Découvrez Femi Kuti!

2/9/2007 - de retour

vendredi 24 août 2007

 

Me voilà de retour dans ma ville, nouveau parmi les anciens. La première chose que je vois est la grisaille. La grise mine du ciel se reflète sur le mental. Je crois que j'en suis là, je remarque que, de mon passage au sud, le bonheur m'enlève une bonne inspiration. Le malheur attire le malheur. Je crois que cette ville, ce lieu où j'habite est mon inspiration éternelle, tellement magnétisante, je ne sais de quelle façon, et inspirante. 

           

            Mais, parce qu'il y a toujours un "mais" dans ces occasions, j'ai fait d'incroyables choses dans le sud, j'ai découvert beaucoup de choses, paraissant peut-être simples ou anodines mais qui est une source d'accrochage de vie pour moi.

 

            Je suis allé dans une famille incroyable, celle que tu n'oses même pas imaginé. Non, pas celles que tu vois dans les séries ou dans les films américains où les parents sont beaux, forts, musclés, souriants, heureux de leurs vies, sûrs d'eux, etc… Pas cette famille où les enfants sont tout aussi beaux que leurs parents, bons à l'école, qui (paraissent) toujours gentils, propres sur eux, incroyablement gentils et serviables.

           

Non, ce n'est pas çà, c'était assez inexplicables. Tu rentrais dans cette maison et au moment même où le seuil de la porte était franchi, une sorte de chaleur venant d'on ne sait où, une sorte de brume amicale nous entoure de ton son être. Les parents ne sont pas spécialement beaux, ils sont blancs. Leurs fils pourrait assez être un stéréotype, beau petit blond à yeux blonds, mais a une flamme dans ses yeux, une sorte de lucidité avide, il est de couleur blanche. La mêre appelle un deuxième garçon, il arrive.
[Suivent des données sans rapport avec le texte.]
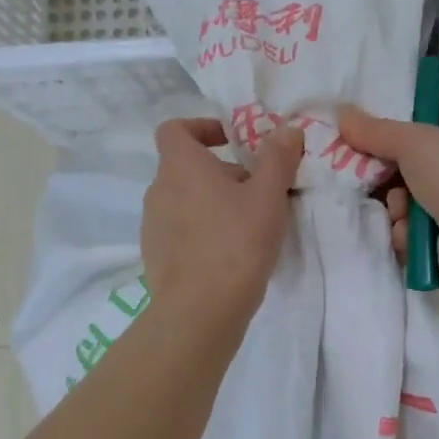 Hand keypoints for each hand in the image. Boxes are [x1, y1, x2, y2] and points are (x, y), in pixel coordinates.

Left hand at [142, 118, 303, 326]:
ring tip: (247, 225)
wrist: (199, 311)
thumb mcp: (268, 196)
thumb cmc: (236, 243)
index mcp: (180, 166)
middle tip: (258, 191)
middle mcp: (158, 189)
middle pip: (186, 167)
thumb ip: (277, 158)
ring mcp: (152, 225)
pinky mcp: (155, 255)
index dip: (202, 127)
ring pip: (184, 200)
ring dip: (212, 202)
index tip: (232, 141)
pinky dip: (201, 230)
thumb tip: (286, 130)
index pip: (175, 129)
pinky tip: (228, 254)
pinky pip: (180, 230)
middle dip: (221, 172)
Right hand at [340, 106, 438, 303]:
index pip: (423, 141)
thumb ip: (376, 131)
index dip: (392, 144)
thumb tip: (340, 113)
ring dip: (396, 212)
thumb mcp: (415, 141)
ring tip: (402, 215)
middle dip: (387, 182)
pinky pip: (409, 240)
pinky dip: (405, 239)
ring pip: (404, 210)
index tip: (363, 148)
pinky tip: (411, 239)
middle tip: (372, 182)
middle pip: (407, 177) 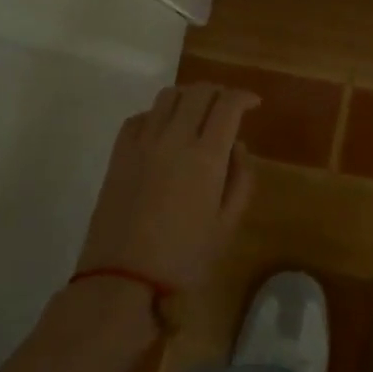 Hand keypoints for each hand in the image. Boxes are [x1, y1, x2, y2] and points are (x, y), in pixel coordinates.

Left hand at [76, 83, 259, 290]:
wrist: (122, 280)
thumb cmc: (184, 257)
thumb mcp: (227, 225)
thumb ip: (240, 179)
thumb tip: (237, 147)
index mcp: (206, 155)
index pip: (228, 104)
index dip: (244, 96)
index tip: (254, 104)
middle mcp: (174, 138)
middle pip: (199, 91)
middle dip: (219, 92)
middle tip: (228, 108)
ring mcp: (142, 143)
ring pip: (168, 96)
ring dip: (188, 97)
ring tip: (196, 114)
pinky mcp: (118, 153)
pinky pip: (140, 116)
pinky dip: (158, 114)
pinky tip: (163, 131) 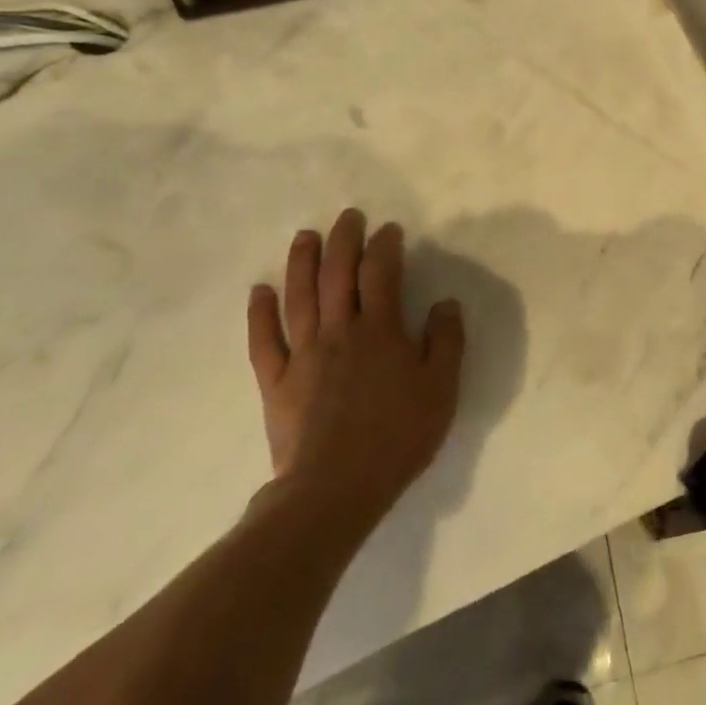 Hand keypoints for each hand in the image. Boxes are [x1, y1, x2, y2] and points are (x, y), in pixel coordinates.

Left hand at [247, 209, 463, 534]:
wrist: (335, 488)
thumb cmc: (397, 436)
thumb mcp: (441, 389)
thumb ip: (446, 341)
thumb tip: (446, 302)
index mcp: (381, 331)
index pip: (382, 274)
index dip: (385, 246)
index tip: (388, 229)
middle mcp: (339, 332)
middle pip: (338, 274)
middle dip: (344, 240)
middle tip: (348, 216)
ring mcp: (303, 354)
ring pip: (299, 297)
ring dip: (302, 262)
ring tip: (305, 236)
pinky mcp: (277, 381)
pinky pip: (265, 340)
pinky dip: (260, 314)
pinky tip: (259, 291) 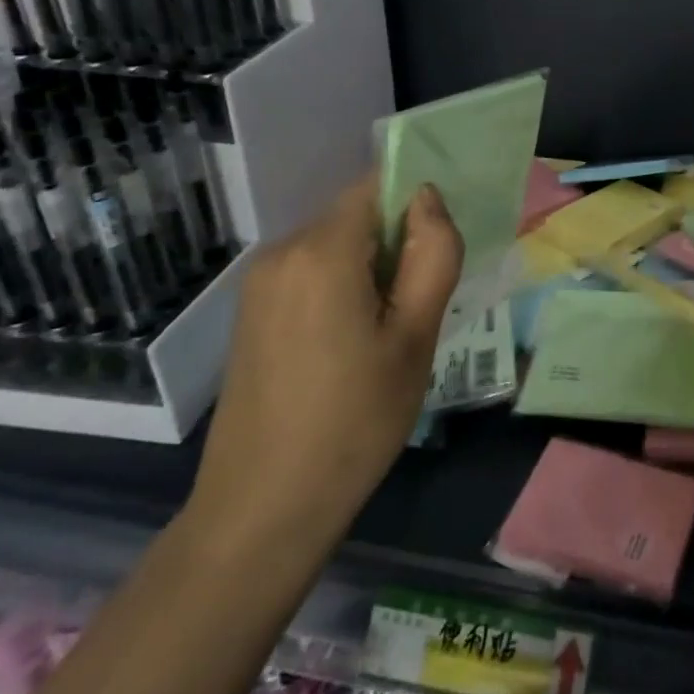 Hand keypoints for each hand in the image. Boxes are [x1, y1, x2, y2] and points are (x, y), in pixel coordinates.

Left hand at [189, 180, 462, 547]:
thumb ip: (433, 254)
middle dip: (397, 240)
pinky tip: (356, 342)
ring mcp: (260, 284)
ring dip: (373, 267)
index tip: (441, 246)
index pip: (378, 184)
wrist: (263, 509)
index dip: (416, 201)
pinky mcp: (252, 313)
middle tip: (424, 301)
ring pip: (337, 245)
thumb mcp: (415, 335)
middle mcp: (282, 253)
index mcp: (323, 251)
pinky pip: (312, 273)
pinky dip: (344, 286)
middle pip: (357, 215)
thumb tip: (427, 197)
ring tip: (392, 328)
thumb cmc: (355, 419) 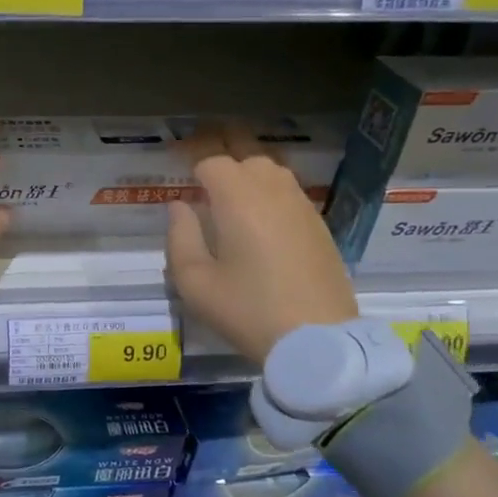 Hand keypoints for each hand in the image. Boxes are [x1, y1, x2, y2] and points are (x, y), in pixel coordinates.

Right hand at [166, 121, 358, 363]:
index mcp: (238, 199)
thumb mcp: (195, 281)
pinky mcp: (319, 226)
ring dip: (248, 176)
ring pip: (272, 171)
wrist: (317, 339)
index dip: (192, 164)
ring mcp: (301, 206)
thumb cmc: (246, 310)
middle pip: (246, 157)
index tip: (178, 174)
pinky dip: (270, 195)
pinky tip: (260, 221)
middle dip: (222, 163)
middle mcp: (273, 191)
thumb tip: (179, 206)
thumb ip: (180, 236)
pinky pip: (290, 193)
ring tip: (231, 198)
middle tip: (202, 181)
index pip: (212, 162) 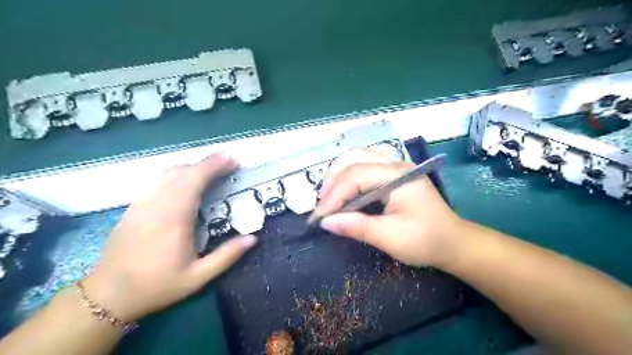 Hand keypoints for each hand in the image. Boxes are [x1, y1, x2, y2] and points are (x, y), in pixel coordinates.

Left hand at [83, 154, 255, 319]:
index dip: (213, 166)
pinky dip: (177, 174)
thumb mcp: (198, 277)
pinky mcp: (133, 207)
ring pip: (168, 174)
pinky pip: (157, 181)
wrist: (108, 295)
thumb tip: (253, 238)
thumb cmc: (158, 285)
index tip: (232, 160)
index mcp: (174, 219)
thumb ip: (227, 256)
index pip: (194, 181)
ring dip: (192, 167)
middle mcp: (157, 205)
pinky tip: (186, 181)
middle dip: (207, 163)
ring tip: (212, 169)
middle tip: (229, 162)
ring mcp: (142, 204)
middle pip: (183, 172)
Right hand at [313, 147, 462, 265]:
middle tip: (322, 203)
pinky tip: (344, 188)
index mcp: (398, 176)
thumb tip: (326, 222)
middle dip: (333, 179)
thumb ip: (357, 227)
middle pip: (355, 158)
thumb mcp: (390, 238)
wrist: (453, 242)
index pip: (356, 175)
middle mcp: (396, 164)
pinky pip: (365, 164)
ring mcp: (395, 166)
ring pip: (358, 157)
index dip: (334, 195)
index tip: (319, 216)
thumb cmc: (425, 241)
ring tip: (328, 195)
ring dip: (339, 173)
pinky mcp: (393, 174)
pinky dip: (349, 174)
"Ton fils a amené son copain?

-         Non, c'est son frère."

Ledit frère est noir, nous croyons avoir fait une boulette, les parents en rigolent : "Tout le monde nous le fait, y'a pas de problèmes, on a l'habitude." 

Après ce style de bourde, le cerveau ne retrouve plus ses fonctionnalités habituelles et il y a eu un regard gêné échangé entre tout les protagonistes de la pièce. Les yeux amusés et pétillants des parents sont de plus en plus ronds et par pur sentiment d'éclaircissement de la situation, ils nous précisent : "Nous l'avons adopté."
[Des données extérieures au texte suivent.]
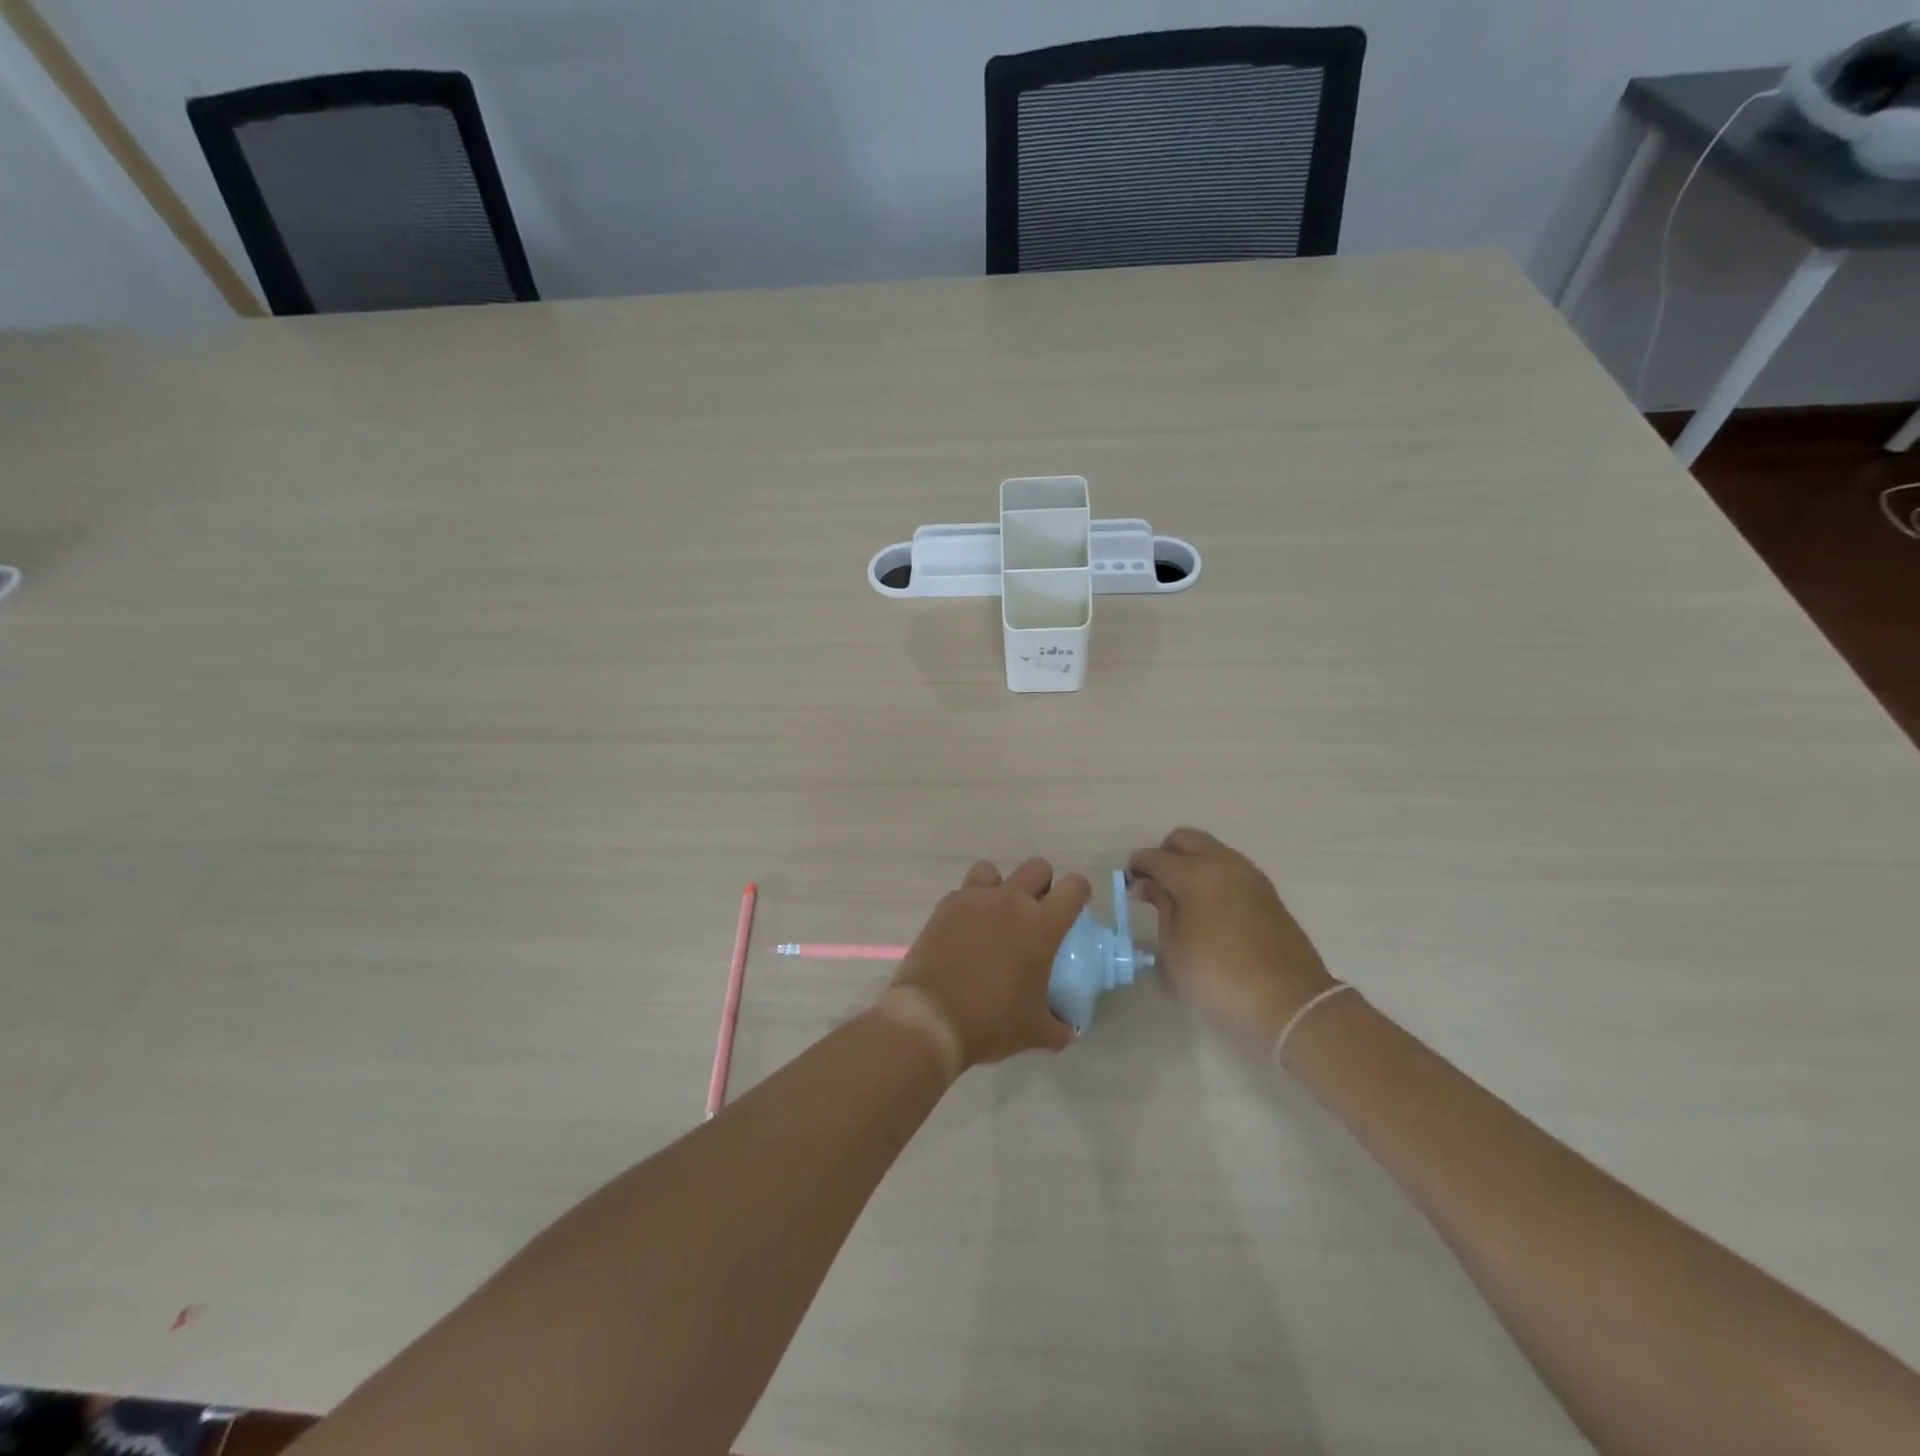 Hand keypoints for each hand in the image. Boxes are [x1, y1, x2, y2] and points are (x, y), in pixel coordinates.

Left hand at [883, 858, 1086, 1070]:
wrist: (931, 1019)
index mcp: (1042, 924)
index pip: (1074, 887)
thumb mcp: (1035, 1031)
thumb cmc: (991, 1022)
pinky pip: (963, 892)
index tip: (1071, 913)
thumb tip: (1065, 1029)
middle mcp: (1010, 901)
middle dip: (1041, 886)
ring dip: (1000, 887)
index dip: (1077, 894)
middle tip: (1034, 917)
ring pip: (994, 871)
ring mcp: (974, 899)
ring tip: (994, 917)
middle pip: (1037, 867)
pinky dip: (968, 905)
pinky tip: (964, 932)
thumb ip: (1057, 1026)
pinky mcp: (945, 907)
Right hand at [1128, 828, 1336, 1041]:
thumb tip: (1149, 884)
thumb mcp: (1175, 946)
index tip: (1128, 883)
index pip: (1155, 857)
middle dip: (1164, 853)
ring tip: (1180, 896)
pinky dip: (1212, 873)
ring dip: (1191, 861)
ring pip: (1210, 849)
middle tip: (1155, 883)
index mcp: (1195, 873)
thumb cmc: (1219, 975)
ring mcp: (1248, 874)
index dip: (1137, 866)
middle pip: (1185, 839)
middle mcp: (1222, 863)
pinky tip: (1207, 904)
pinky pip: (1229, 866)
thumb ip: (1161, 906)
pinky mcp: (1266, 890)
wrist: (1288, 998)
Effectivement, vu sous cet angle, tout s'explique.

Ensuite, nous ne parlons même pas de cet enfant. Ils sont originaires de ma ville, la fameuse, et je peux enfin me permettre de détruire cette ville qui ne m'est tellement pas chère à mes yeux. La détruire dans le sens verbal, non pas avec des mots durs, mais avec des arguments réfléchis et qui en plus sont approuvés par ladite famille, bien heureuse d'être parti pour s'installer dans le sud.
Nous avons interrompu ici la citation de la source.